Did I say NEXT to a railroad track?  I think there might of 20 yards to the track.  Do you remember "I Love Lucy" in a hotel on the tracks?  With the bed bouncing across the floor when the train passed?  Yep, that was us.  We stayed there for a bit over a year.  Then mom found out she was pregnant again and Connie and Vic had come back, the boys went with them, so 'our' place was now theirs again.  But... 

Grands bought another house on 813 N Alabama.  It was old with plaster and horse hair walls.  It had lathe in the walls, and wood floors, and it was the best place I had ever lived in other than the 'ranch' in Colorado.  It was bigger than the ranch house and it was near grands - my base camp.  I knew we would be ok now.  This one was almost 'ours' because grands owned it.  They paid $5,000 for that place.  It was old, and it was theirs, so we had 'stable'. 

When I was almost 8, my baby sister Elizabeth came along.  Mom and dad were still on and off again trying to stay married.  Most of the time my ‘home base’ was with grands and the boys.  It was probably when Liz was born that I realized I wasn’t a boy.  Grands would holler for ‘us’ boys to come and eat and I came right along with Roger, John Dee, Phillip and Billy.  If you haven't figured it out, we were like one big huge family that rotated out of grands place.  

So when Liz was born, I stayed home a bit more to help care for her.  I loved my sister dearly - after all, she was younger than me and not a boy.  She was soft and cuddly and I just adored her and the attention she brought with everyone looking at her beautiful, tiny face.  

Mom and dad were still struggling (fighting) when they were together and I am sure I didn’t like the tension.  Grands place was 5 straight neighborhood blocks away - and as soon as I figured she was old enough, I started walking her to grands.  I was too young to realize the dangers, mom was caught up in her own misery, and she hated us hearing her and dad argue, so she allowed it.  We didn’t have a phone or a tv, and thankfully our little town was quiet so we always made it the 5 blocks.  

I loved my little sister.  It gave me something to concentrate on other than my (missing) cousins, my parent's arguing, my dad's philandering with other women and my mom's crying. She was so sad and broken.  I have no idea how my mom made it through all the crap.  My mom was a miserable mess; she had been adopted and barely saw her adoptive family, (my dad saw to that), so there was no support from anyone.

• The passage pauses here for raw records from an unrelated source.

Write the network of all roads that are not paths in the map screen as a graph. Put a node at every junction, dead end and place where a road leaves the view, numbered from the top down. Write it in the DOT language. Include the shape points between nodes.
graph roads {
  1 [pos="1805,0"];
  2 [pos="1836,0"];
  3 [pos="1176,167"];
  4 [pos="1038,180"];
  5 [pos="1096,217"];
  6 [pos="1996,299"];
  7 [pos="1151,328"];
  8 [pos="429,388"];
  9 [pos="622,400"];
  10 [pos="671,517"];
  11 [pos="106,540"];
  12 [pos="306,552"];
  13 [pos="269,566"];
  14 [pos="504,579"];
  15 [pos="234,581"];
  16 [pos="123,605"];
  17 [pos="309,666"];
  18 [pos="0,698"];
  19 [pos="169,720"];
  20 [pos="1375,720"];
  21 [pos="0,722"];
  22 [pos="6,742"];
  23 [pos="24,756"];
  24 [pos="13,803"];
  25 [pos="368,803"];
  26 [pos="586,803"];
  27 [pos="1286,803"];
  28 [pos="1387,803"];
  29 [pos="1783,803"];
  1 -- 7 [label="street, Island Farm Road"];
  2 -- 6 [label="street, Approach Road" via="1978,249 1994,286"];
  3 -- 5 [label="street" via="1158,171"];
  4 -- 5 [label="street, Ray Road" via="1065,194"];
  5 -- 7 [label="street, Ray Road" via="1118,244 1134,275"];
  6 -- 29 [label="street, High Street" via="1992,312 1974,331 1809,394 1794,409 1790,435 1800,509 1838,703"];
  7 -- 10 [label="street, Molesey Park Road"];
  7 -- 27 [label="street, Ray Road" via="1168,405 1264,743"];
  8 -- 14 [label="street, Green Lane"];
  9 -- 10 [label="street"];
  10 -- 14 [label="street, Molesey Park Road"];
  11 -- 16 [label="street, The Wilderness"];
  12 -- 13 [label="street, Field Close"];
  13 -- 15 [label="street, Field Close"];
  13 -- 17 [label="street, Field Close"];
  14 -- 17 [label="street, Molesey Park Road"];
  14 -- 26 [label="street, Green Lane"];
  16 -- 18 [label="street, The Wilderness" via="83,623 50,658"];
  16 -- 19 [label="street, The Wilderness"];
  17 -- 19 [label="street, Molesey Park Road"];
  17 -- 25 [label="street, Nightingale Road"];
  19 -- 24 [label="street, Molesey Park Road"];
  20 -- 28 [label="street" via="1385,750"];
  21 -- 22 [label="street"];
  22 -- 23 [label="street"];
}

She had dad's parents (my grandparents), but they were on dad's side because of his lies.  And he lied about everything.  He was a habitual liar and, honestly, he could not tell truth from his lies.  They melted into the same for him.  So I guess what I am leading to my mom had zero support.  Zero.  

I got to where I would take my baby sister to the park, to grands, just outside... anything to keep her out of the turmoil going on in our lives.

Remember I said my mom was pregnant again?  Imagine her being pregnant again, with no support, with a husband that was fooling around on her and with two children.  She was also convinced with this pregnancy that there was definitely something wrong.  I am sure she had flashbacks from the baby she lost in Colorado, but she knew there was something different going on this time.  She cried.  She told everyone but she was blown off.  I am not sure she even went to a Dr.  Dad was... dad... he paid no bills, he lied and he moved because he paid no bills!  How could she have even gone to a Dr?

The rest of this story coming in another post.  Hopefully, sooner that they have been.


*******

Digging out of a depression is difficult, to say the least.  In 4 months, I have had my bestie move to another state, a terrible fall, a concussion, post concussion syndrome, headaches from you-know-where, sinus surgery, 2 major holidays and a major storm.  Be patient with me.  I think I may see the light at the end of the tunnel, but who knows?  At least I have something the write about for my kids to see someday!